A few years ago, when an actor worked with someone not so professional there were limits to what would happen: maybe it was a bad day, you didn’t get a copy of the project, or you didn’t get paid as promised. You were physically there, of course, and protected your child physically. Today, the risks that come with someone ‘playing Hollywood” and advertising a project that doesn’t exist, or requesting multiple photos of your child, or purporting to be someone they are not is very real. Who we allow to have access to our child, as well as images of them, is critical. The likelihood that your child will be exploited in some way is very high.
As parents, we all want to do what is best for our children. The pursuit of a career in the industry – or even just the experience of trying it regardless of the success – can be fun, rewarding, and memorable. It’s important that you don’t expose your child to unnecessary risks. Stop, Drop, Roll.
If you have any questions, problems, suspicions about a project – please feel free to contact us. We get many emails each day. We, as an organization, contact many of these people and either offer assistance in the correct way to advertise casting opportunities, or confront them and they magically disappear. We know like many crimes we will never completely eradicate this. But when parents stop accepting so little, the legitimate people will have to change their business model and those who had ulterior motives will know it’s not as easy as it used to be. We all need to work together to protect our children from those who purposely wish to harm and exploit them.
A quick reminder about BizParentz: we are a non-profit organization founded by moms of child actors and we provide advocacy, business education and support for families, like us, in the industry. This Foundation was formed as we saw the need for parents to have some type of organization where we could educate each other about current events in the industry. We don’t talk about casting or individual projects, but rather the common business information (work permits, bank accounts, and taxes) that affect us all.
Years ago, the pedophile presence in our industry situation landed right at our feet. Each having encountered a few unexplained problems along the way – we felt we had to really look at what was going on and why. After a year of intense research and investigation – we have done seminars, interviews, and have created many documents of information on this subject matter. We have been successful in getting some inappropriate behavior on eBay stopped and a few websites have been closed down. Predators who once roamed our industry are now in jail.

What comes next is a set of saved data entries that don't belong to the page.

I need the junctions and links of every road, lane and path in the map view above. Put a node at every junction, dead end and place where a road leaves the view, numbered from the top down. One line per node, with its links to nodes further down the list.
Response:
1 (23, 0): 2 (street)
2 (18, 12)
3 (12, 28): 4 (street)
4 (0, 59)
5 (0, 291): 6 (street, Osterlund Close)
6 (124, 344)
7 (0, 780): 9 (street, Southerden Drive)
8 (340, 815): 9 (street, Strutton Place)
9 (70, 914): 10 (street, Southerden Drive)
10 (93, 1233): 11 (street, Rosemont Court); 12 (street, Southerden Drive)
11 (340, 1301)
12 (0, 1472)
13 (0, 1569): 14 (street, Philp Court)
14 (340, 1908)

Together, we are making a dent.
Lastly, if you chose to market your child on any of the less than mainstream sites – you need to up your screening process. Of all of the questionable projects we’ve researched they almost 100% sought out their victims (talent) from websites like Explore or Model Mayhem. It’s incredibly risky to even be there. It’s almost like you put your child’s picture on the telephone pole. (It doesn’t make them look professional within the industry either.)